I spend at least 8h of my day writing code, watching a text editor and some

terminals. Thinking about data structures, thinking about how to efficiently

store data, and how to teach my computer (or others) to do things that I don't

want to have to do manually, because the computer is more trustworthy than me

at certain tasks. It can calculate faster, remember things for a longer

period of time, it can talk to people faster than I would ever be able to, and I

delegate many of these tasks to it. But I _can't trust_ it.

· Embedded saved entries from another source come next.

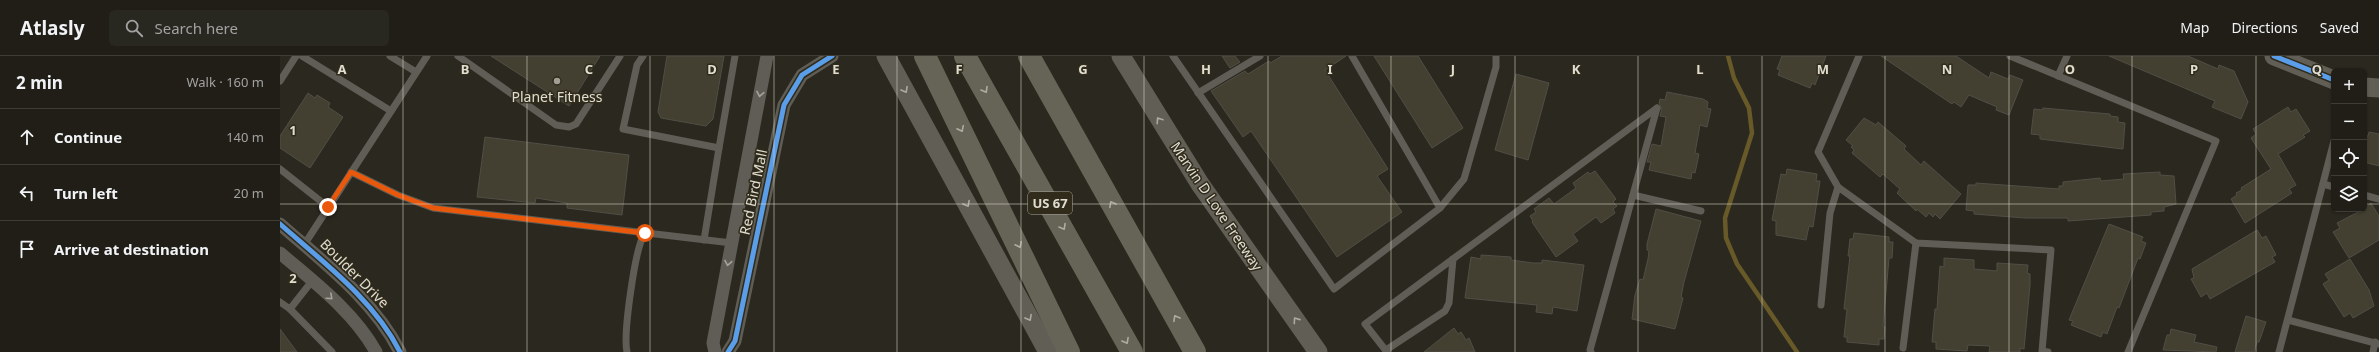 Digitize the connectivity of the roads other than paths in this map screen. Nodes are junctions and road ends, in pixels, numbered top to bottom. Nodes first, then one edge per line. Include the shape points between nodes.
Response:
1 (296, 56) edge
2 (302, 56) edge
3 (390, 56) edge
4 (427, 56) edge
5 (458, 56) edge
6 (620, 56) edge
7 (643, 56) edge
8 (735, 56) edge
9 (767, 56) edge
10 (832, 56) edge
11 (886, 56) edge
12 (926, 56) edge
13 (966, 56) edge
14 (1029, 56) edge
15 (1044, 56) edge
16 (1121, 56) edge
17 (1173, 56) edge
18 (1260, 56) edge
19 (1352, 56) edge
20 (1496, 56) edge
21 (1859, 56) edge
22 (2010, 56) edge
23 (2067, 56) edge
24 (2274, 56) edge
25 (416, 72) junction
26 (2058, 76) junction
27 (2331, 79) edge
28 (280, 81) edge
29 (2367, 87) edge
30 (2379, 88) edge
31 (1198, 93) junction
32 (390, 111) junction
33 (1064, 118) junction
34 (719, 148) junction
35 (2331, 153) edge
36 (280, 169) edge
37 (351, 172) junction
38 (2323, 184) junction
39 (2331, 186) edge
40 (1838, 187) junction
41 (1633, 194) junction
42 (2367, 196) edge
43 (2379, 199) edge
44 (328, 207) junction
45 (1440, 208) junction
46 (1701, 211) dead end
47 (280, 224) edge
48 (645, 233) junction
49 (704, 240) junction
50 (732, 243) junction
51 (1916, 243) junction
52 (304, 245) junction
53 (280, 253) edge
54 (1453, 259) junction
55 (312, 281) junction
56 (280, 302) edge
57 (1821, 305) dead end
58 (290, 309) junction
59 (2288, 320) junction
60 (2377, 343) edge
61 (1903, 348) dead end
62 (1386, 351) edge
63 (332, 352) edge
64 (376, 352) edge
65 (400, 352) edge
66 (627, 352) edge
67 (714, 352) edge
68 (728, 352) edge
69 (1048, 352) edge
70 (1069, 352) edge
71 (1132, 352) edge
72 (1195, 352) edge
73 (1318, 352) edge
74 (1591, 352) edge
75 (2048, 352) edge
76 (2128, 352) edge
77 (2279, 352) edge
78 (2373, 352) edge

1 - 28 lane
2 - 32 lane
3 - 25 lane
4 - 25 lane
5 - 6 lane via 556,125 569,127 576,124
7 - 34 lane via 637,65 623,129
8 - 34 lane
9 -> 50 street, Red Bird Mall
10 - 68 street, Red Bird Mall via 802,75 784,106 735,340
11 -> 69 main road
12 -> 70 highway
13 -> 71 highway, US 67
14 - 33 highway
15 - 33 highway
73 -> 16 main road, Marvin D Love Freeway via 1200,184
17 - 31 lane
18 - 31 lane
19 - 45 lane
20 - 45 lane via 1496,67 1464,178
21 - 40 lane via 1818,152
22 - 26 lane
23 - 26 lane
24 - 27 main road
25 - 32 lane
26 - 76 lane via 2216,141
29 - 30 main road
31 - 45 lane via 1334,289
32 - 37 lane
72 -> 33 highway
34 - 49 lane
35 - 38 lane
36 - 44 lane
37 - 44 lane
37 - 48 lane via 398,195 433,208
38 - 39 lane
38 - 59 lane
40 - 51 lane
40 - 57 lane via 1830,213
41 - 46 lane
41 - 54 lane via 1657,108
41 - 74 lane
42 - 43 lane
44 - 52 lane
47 - 52 street, Boulder Drive
48 - 49 lane
48 - 66 lane via 638,247 626,332
49 - 50 lane
50 -> 67 street, Red Bird Mall via 713,343
51 - 61 lane
51 - 75 lane via 2051,250 2042,351
52 - 65 street, Boulder Drive via 352,289 380,320
53 - 55 street
54 - 62 lane via 1449,303 1445,311
54 - 62 lane via 1365,324
55 - 58 lane
55 -> 64 street via 334,300 370,341
56 - 58 lane
58 - 63 lane
59 - 60 lane
59 - 77 lane
60 - 78 lane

We live in a time where trust in a computer is normal, and even _expected_. It's

expected that I utilize them to check my bank account balance, to find a ride

home, or to guide me to new places. It's expected that I share my personal data

with them and trust that its being kept somewhere safe. I trust that they will

deliver the internet service I have purchased, that my fire alarm will warn me

in time, so on and so forth.

The most direct means by which we can influence these problems is by writing

software. Having done just that every day for at least the last six years, it

stuns me every time someone says that they trust software to, or even wishes

that it would control or influence more of their lives. People who write the

code you use can and do make mistakes, leaving doors open and letting bugs slip

in. I know because I make these mistakes, and work with people that make these

mistakes, every day.

The maxim that "all software breaks" is the status quo. And of course, even in

environments where there's deliberate software quality assurance, be it via

automatized tests, manual testing, or internal and/or open source code review,

bugs still slip into production. New vulnerabilities arise everyday in

software, even in code that has been in use for 15 years. It doesn't prevent

"autonomous" cars from killing people. It doesn't prevent massive breaches from

exposing users data, be that entity public or private.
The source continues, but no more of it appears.